Work required: Search the entries for the word "Witosa" and pull out each line that has it.
>>>
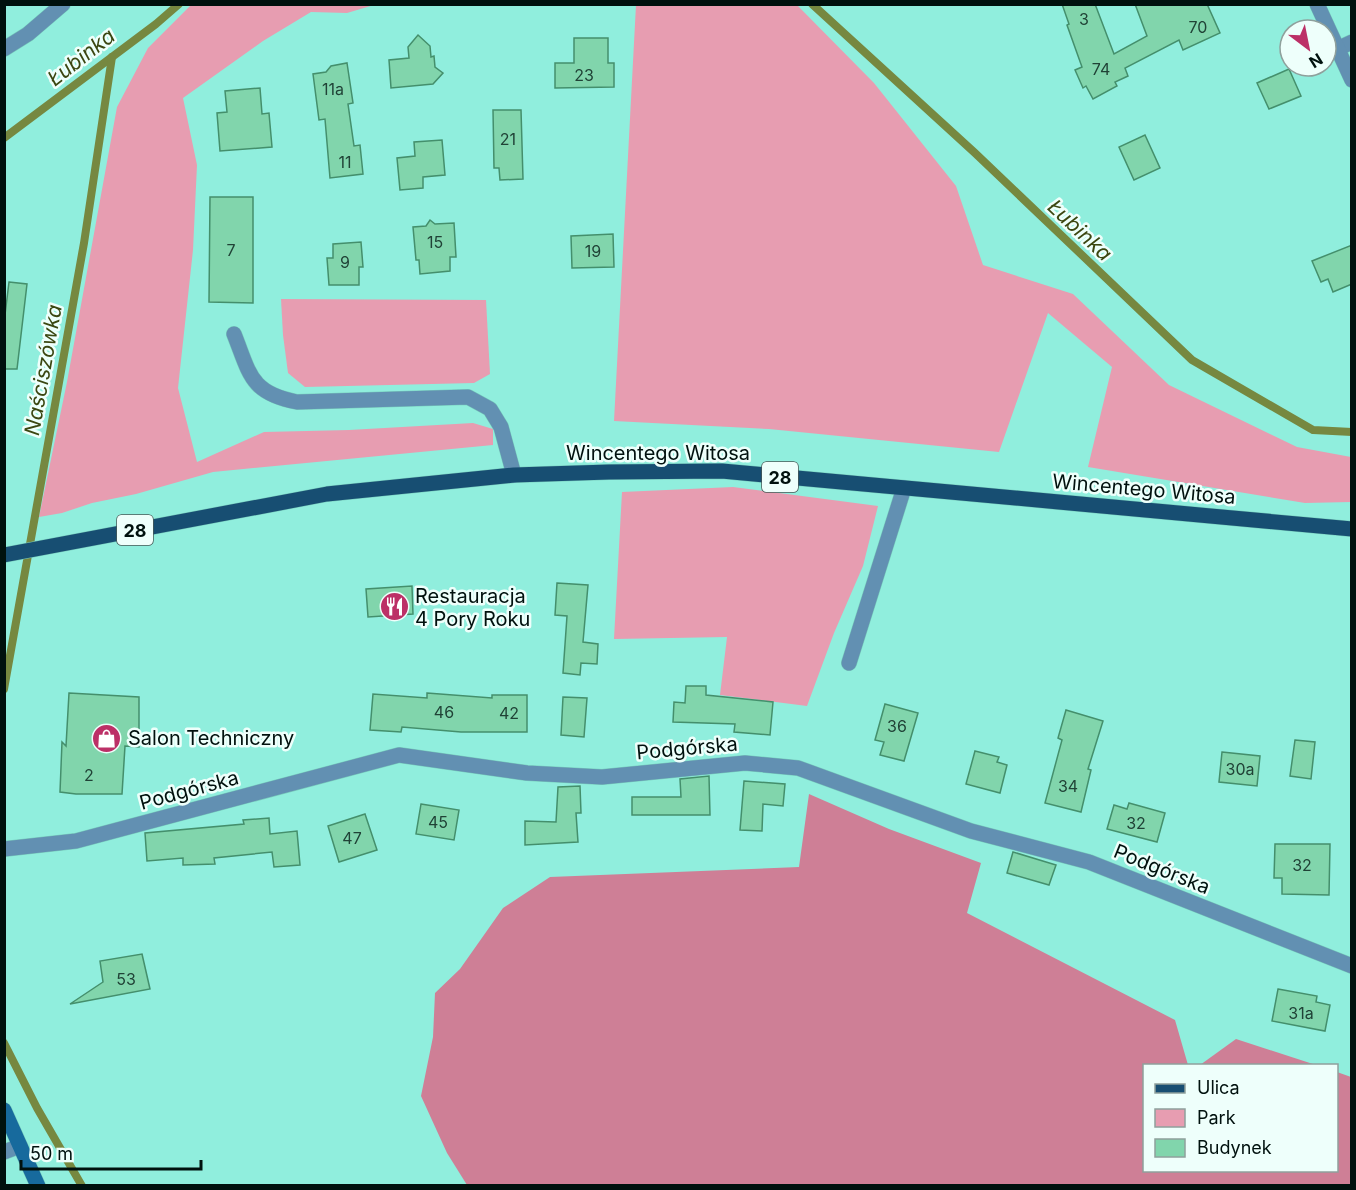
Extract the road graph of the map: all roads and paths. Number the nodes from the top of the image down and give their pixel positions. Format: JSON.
{"nodes":[{"id":1,"x":63,"y":4,"type":"edge"},
{"id":2,"x":1317,"y":4,"type":"edge"},
{"id":3,"x":1323,"y":18,"type":"edge"},
{"id":4,"x":1352,"y":42,"type":"edge"},
{"id":5,"x":4,"y":49,"type":"edge"},
{"id":6,"x":1338,"y":49,"type":"edge"},
{"id":7,"x":1338,"y":51,"type":"edge"},
{"id":8,"x":1352,"y":80,"type":"edge"},
{"id":9,"x":234,"y":334,"type":"dead end"},
{"id":10,"x":514,"y":475,"type":"junction"},
{"id":11,"x":904,"y":488,"type":"junction"},
{"id":12,"x":1352,"y":529,"type":"edge"},
{"id":13,"x":5,"y":555,"type":"edge"},
{"id":14,"x":849,"y":663,"type":"dead end"},
{"id":15,"x":10,"y":848,"type":"edge"},
{"id":16,"x":1352,"y":966,"type":"edge"},
{"id":17,"x":4,"y":1110,"type":"edge"},
{"id":18,"x":20,"y":1146,"type":"junction"},
{"id":19,"x":4,"y":1152,"type":"edge"},
{"id":20,"x":38,"y":1185,"type":"edge"}],
"edges":[{"from":1,"to":5,"type":"street"},
{"from":2,"to":3,"type":"street"},
{"from":4,"to":6,"type":"street"},
{"from":7,"to":8,"type":"street"},
{"from":9,"to":10,"type":"street"},
{"from":10,"to":11,"type":"main road","name":"Wincentego Witosa","number":"28"},
{"from":10,"to":13,"type":"main road","name":"Wincentego Witosa","number":"28"},
{"from":11,"to":12,"type":"main road","name":"Wincentego Witosa","number":"28"},
{"from":11,"to":14,"type":"street"},
{"from":15,"to":16,"type":"street","name":"Podgórska"},
{"from":17,"to":18,"type":"street"},
{"from":18,"to":19,"type":"street"},
{"from":18,"to":20,"type":"street"}]}
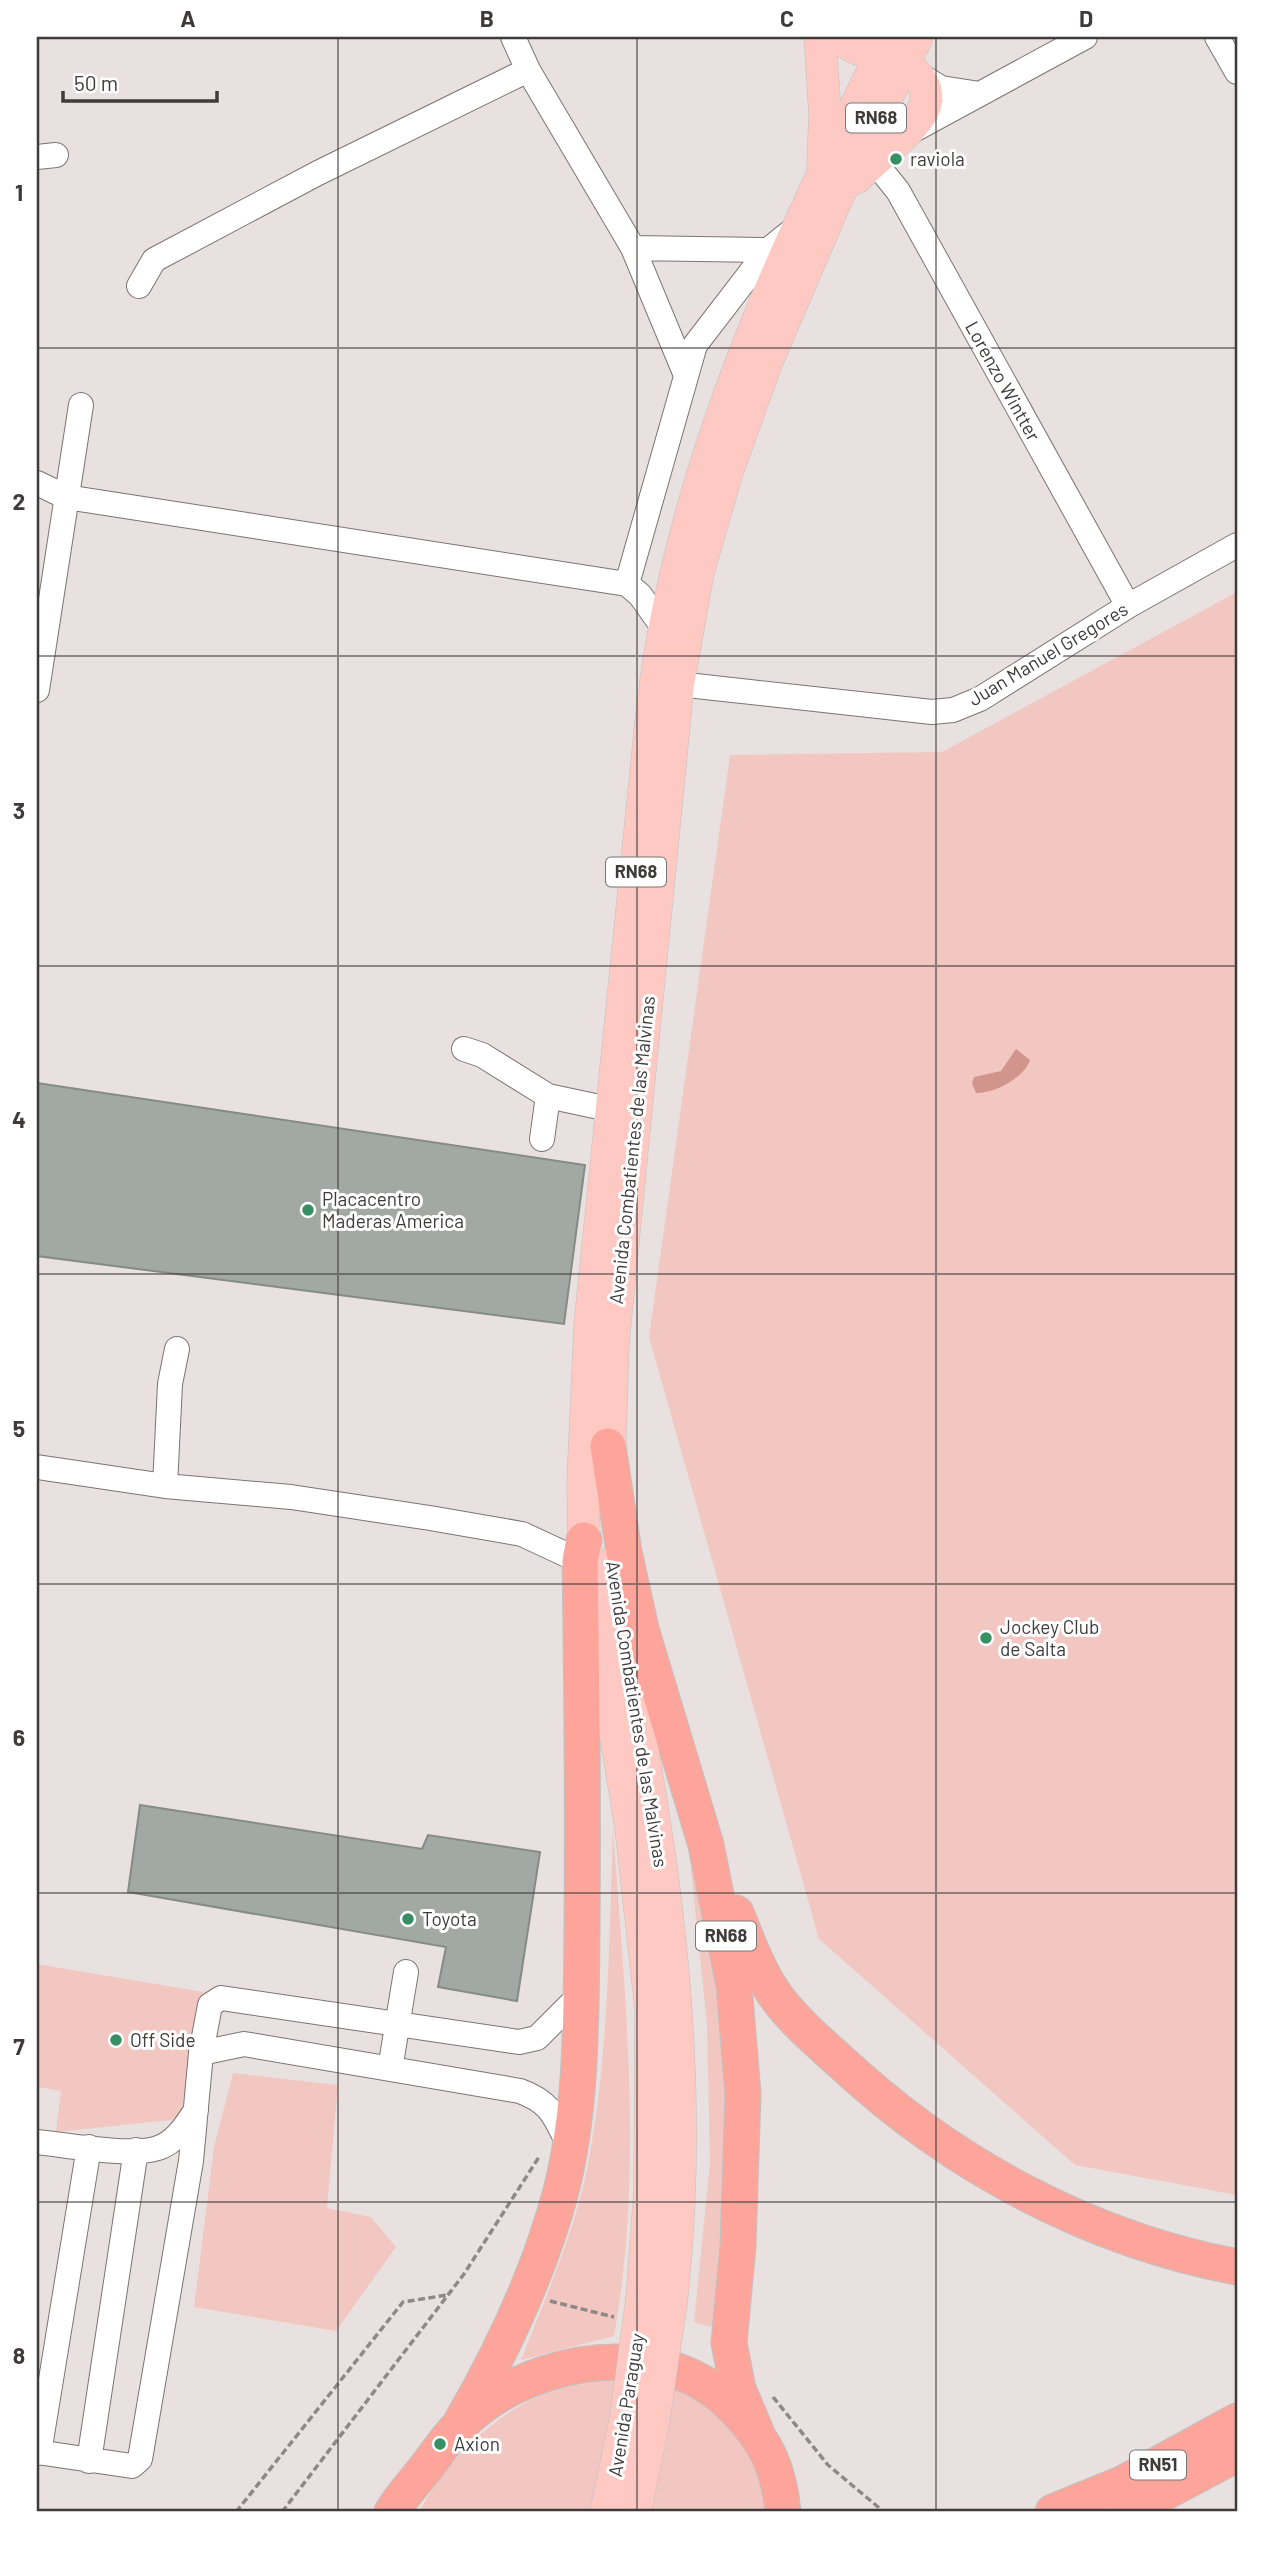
<<<
Solution for this problem:
{"from":10,"to":11,"type":"main road","name":"Wincentego Witosa","number":"28"},
{"from":10,"to":13,"type":"main road","name":"Wincentego Witosa","number":"28"},
{"from":11,"to":12,"type":"main road","name":"Wincentego Witosa","number":"28"},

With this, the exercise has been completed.